Mitte der 90er Jahre, und nicht zum ersten Mal, schauten wir bei Georges Vernay rein. Dieser mächtige, freundliche Mann mit seinen großen Händen, seinen dunklen Augen und seinem dunklen Haar geht mit den Weinflaschen sorgfältiger um als mit einem Baby. Wir führen ein äußerst interessantes Gespräch, in dem wir noch viel über Viognier- und Syrah-Trauben lernen. Nach fast einer Stunde kommt die Frage: "Habt ihr drei noch etwas Zeit?" Ja, ja, wieso? Georges Vernay geht nach hinten und kommt mit einer besonderen Flasche Condrieu zurück. Vieilles vignes, vieux millésimes. Tatsächlich öffnete er eine sehr lange gelagerte Flasche. Großartig, zum Umfallen. Wir degustieren, diskutieren, wollen wissen.

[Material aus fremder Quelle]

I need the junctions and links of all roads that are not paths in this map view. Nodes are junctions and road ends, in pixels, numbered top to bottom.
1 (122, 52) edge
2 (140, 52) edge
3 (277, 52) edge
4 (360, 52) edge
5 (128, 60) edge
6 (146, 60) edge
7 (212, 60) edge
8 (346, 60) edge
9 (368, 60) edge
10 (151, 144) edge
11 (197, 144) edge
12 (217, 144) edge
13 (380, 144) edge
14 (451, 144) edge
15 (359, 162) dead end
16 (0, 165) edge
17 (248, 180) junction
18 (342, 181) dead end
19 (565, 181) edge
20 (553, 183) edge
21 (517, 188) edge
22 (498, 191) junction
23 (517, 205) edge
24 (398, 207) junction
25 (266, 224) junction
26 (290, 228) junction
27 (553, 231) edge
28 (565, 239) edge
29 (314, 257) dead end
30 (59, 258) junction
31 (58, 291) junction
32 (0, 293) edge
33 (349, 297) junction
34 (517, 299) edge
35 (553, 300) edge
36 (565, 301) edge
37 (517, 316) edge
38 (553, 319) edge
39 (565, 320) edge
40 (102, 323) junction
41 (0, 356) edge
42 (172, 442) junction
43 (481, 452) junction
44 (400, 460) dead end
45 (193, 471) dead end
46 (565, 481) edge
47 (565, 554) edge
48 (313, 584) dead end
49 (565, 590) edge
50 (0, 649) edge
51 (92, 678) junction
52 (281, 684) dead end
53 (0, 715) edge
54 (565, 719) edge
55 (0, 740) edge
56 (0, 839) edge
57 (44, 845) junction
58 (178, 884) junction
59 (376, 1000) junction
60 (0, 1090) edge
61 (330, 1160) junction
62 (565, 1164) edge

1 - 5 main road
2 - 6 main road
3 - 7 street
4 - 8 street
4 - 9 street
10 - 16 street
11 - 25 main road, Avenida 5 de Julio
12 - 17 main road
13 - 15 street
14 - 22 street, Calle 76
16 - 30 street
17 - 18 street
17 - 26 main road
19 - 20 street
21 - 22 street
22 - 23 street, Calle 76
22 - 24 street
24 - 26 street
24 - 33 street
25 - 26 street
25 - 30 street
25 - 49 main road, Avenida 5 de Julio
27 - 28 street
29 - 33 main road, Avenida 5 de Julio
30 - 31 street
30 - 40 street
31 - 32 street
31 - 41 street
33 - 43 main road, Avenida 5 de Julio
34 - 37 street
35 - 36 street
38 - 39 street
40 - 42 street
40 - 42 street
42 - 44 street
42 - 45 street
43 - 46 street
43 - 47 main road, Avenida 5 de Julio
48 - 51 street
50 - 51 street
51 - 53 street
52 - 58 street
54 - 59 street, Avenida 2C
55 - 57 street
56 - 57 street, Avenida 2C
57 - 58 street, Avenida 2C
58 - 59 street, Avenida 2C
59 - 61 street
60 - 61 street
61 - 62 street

Von diesem Wein müssen wir unbedingt etwas mitnehmen. "Aucune chance" meinte Georges Vernay, von den Flaschen, die er noch habe, gehöre ein Teil dem Restaurant Troisgros in Roanne und der Rest sei definitiv für ihn selbst reserviert. Wir fragen zurück, wieso wir dann dieses unwahrscheinliche Glück haben, von ihm zu einer solchen Flasche eingeladen zu sein.
Seine fast unglaubliche Antwort: "Vous savez, je suis depuis des dizaines d'années dans cettes affaires. Il y a trois types de visiteurs: Ceux qui viennent en autocar; ils sont gentil, ils regardent, ils dégustent, ils posent peut-être une question. Alors il y a ceux qui viennent en Porsche avec les plaques 75 (Paris); ils entrent et ils m'expliquent ce que je fais; je ne les aime pas du tout. Et de temps en temps, il y a des visiteurs qui sont très intéressés d'apprendre ce que je fais, ce que je sais et ce que je pense et pour ceux-ci j'ouvre une belle bouteille avec beaucoup de plaisir."
(zu deutsch: "Wissen Sie, ich bin schon Jahrzehnte in diesem Geschäft. Es gibt drei Sorten Besucher: Jene, die im Autobus kommen; sie sind nett, sie schauen, sie degustieren, sie stellen vielleicht sogar eine Frage. Dann gibt es die, die im Porsche mit den 75er-Nummernschildern (Paris) vorfahren; sie kommen herein und erklären mir, was ich mache; die kann ich nicht ausstehen. Und von Zeit zu Zeit kommen Besucher, die sehr interessiert sind etwas darüber zu erfahren, was ich mache, was ich weiß und was ich denke und für diese mache ich mit großem Vergnügen auch eine schöne Flasche auf.")
So ein Erlebnis und so eine Wein-Persönlichkeit wie Georges Vernay wird man nie vergessen.